We pass the crowded beach at Cinnamon Bay where families frolic along the rocky shore; Trunk Bay, whose sugary sand is rated among the best in the world; Hawks Bay, where hawks the size of eagles soar over Peace Hill; Francis Bay, where sun worshippers gather hoping the clouds will soon give way to blue skies; and Annaberg, where we climb a hill to reach the ruins of an old sugar plantation.

Here, Earl tells us about one of the island’s darkest periods, an uprising in 1693 known as the “Night of the Silent Drum,” when slaves rebelled against plantation owners.

The rebellion lasted only six months because French troops from nearby St.
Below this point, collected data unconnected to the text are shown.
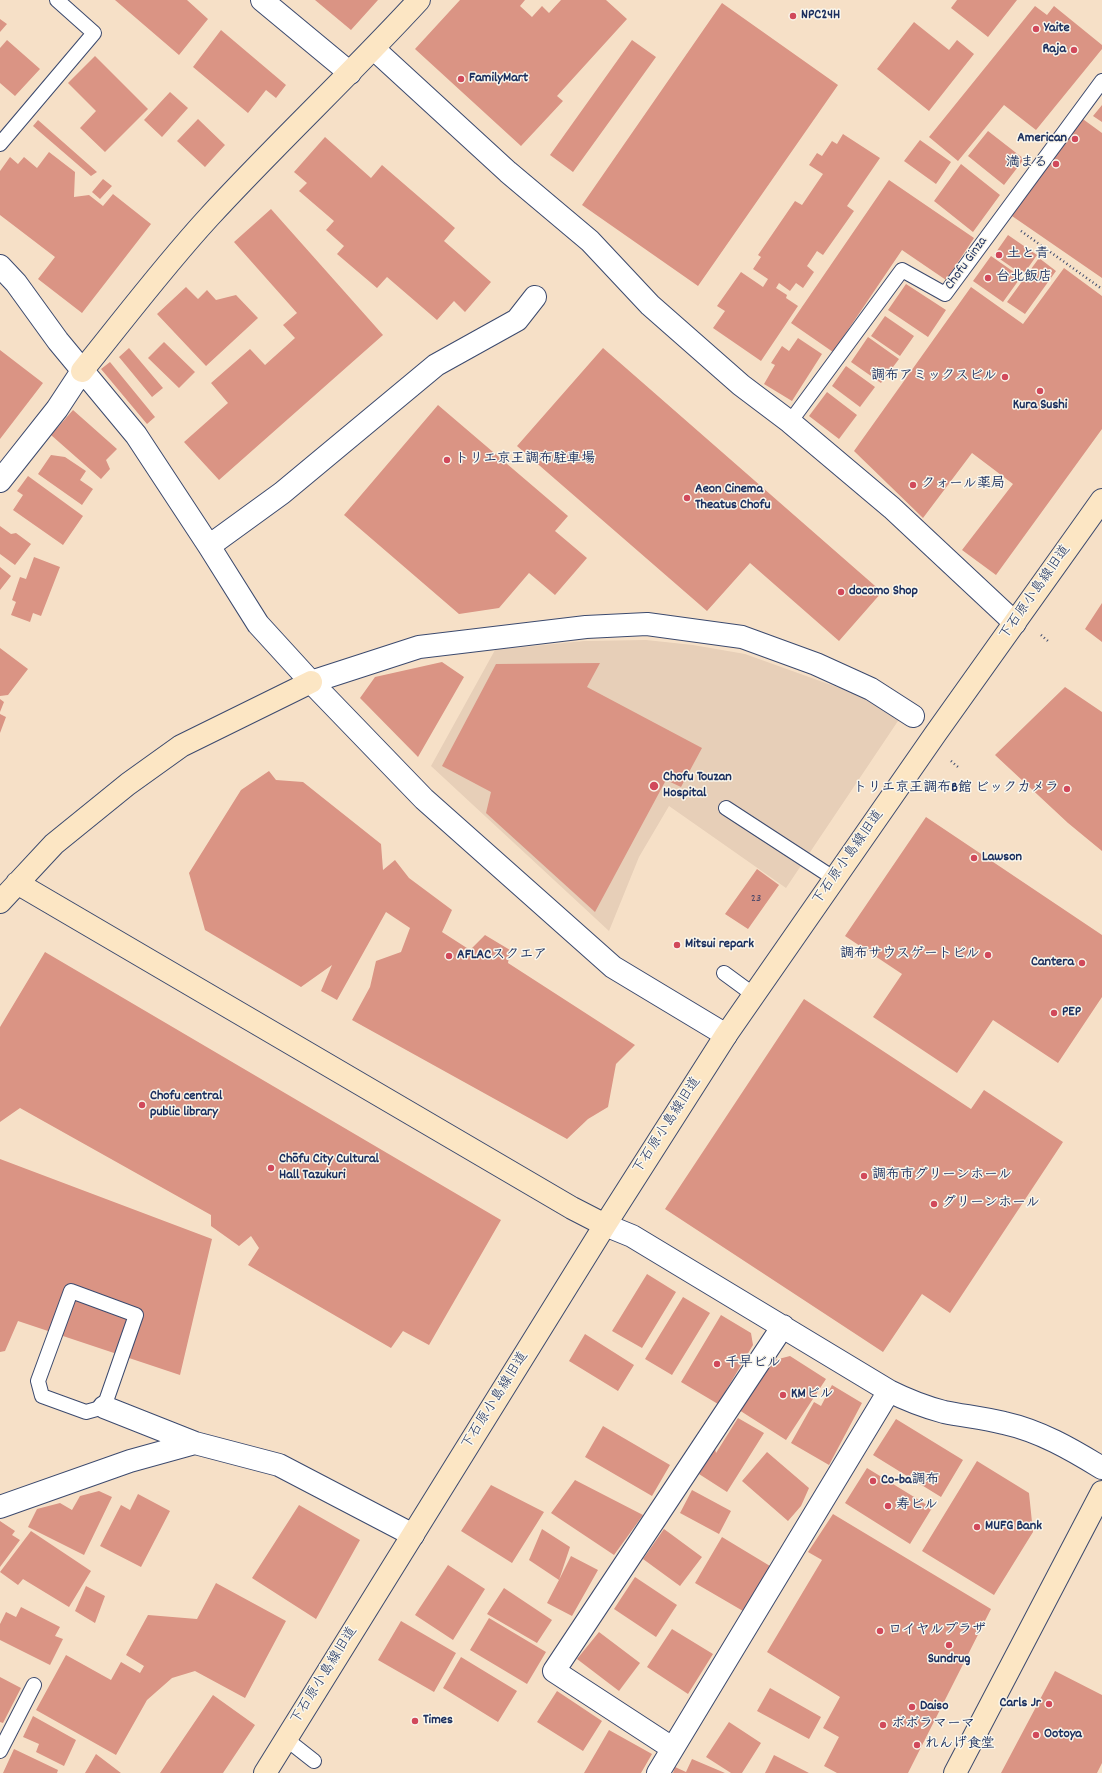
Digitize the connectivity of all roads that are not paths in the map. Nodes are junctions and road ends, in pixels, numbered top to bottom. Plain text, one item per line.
1 (57, 0) edge
2 (262, 0) edge
3 (419, 0) edge
4 (374, 49) junction
5 (350, 74) junction
6 (1102, 80) edge
7 (0, 144) edge
8 (0, 266) edge
9 (535, 297) dead end
10 (82, 371) junction
11 (790, 422) junction
12 (0, 481) edge
13 (1102, 500) edge
14 (209, 546) junction
15 (1015, 623) junction
16 (312, 682) junction
17 (913, 716) dead end
18 (726, 808) dead end
19 (835, 879) junction
20 (17, 883) junction
21 (0, 902) edge
22 (724, 973) dead end
23 (754, 995) junction
24 (726, 1035) junction
25 (605, 1225) junction
26 (783, 1326) junction
27 (889, 1391) junction
28 (104, 1407) junction
29 (195, 1443) junction
30 (1102, 1468) edge
31 (1102, 1492) edge
32 (0, 1507) edge
33 (413, 1535) junction
34 (34, 1685) dead end
35 (286, 1739) junction
36 (672, 1748) junction
37 (0, 1751) edge
38 (314, 1761) dead end
39 (265, 1773) edge
40 (658, 1773) edge
41 (955, 1773) edge

1 - 7 lane
2 - 5 street
3 - 4 street
4 - 5 street
4 - 11 street
5 - 10 street
6 - 11 lane, Chofu Ginza
8 - 10 street
9 - 14 street
10 - 12 street
10 - 14 street
11 - 15 street
13 - 15 street, 下石原小島線旧道
14 - 16 street
15 - 19 street, 下石原小島線旧道
16 - 17 street
16 - 20 street
16 - 24 street
18 - 19 lane
19 - 23 street, 下石原小島線旧道
20 - 21 street
20 - 25 street
22 - 23 lane
23 - 24 street, 下石原小島線旧道
24 - 25 street, 下石原小島線旧道
25 - 26 street
25 - 33 street, 下石原小島線旧道
26 - 27 street
26 - 36 street
27 - 30 street
27 - 36 street
28 - 28 lane
28 - 29 street
29 - 32 street
29 - 33 street
31 - 41 street
33 - 35 street, 下石原小島線旧道
34 - 37 lane
35 - 38 lane
35 - 39 street, 下石原小島線旧道
36 - 40 street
Croix came to the landowners’ rescue. Tragically, the native rebels, knowing that slavery again awaited them, decided instead to join hands and commit mass suicide by jumping off the 600-metre-high cliffs of Bordeaux Mountain, the island’s highest point.

Earl’s informative 2½-hour tour (it costs just $25 U.S. per person) also introduces us to the ruins of the island’s first bay rum industry, the coral reef that marks the unofficial dividing line between the U.S. and British Virgin Islands, the resorts where Hollywood types like Alan Alda, Mel Brooks and Harrison Ford hang out, and the remarkable Robert Oppenheimer gardens, once owned by the man who invented the atomic bomb.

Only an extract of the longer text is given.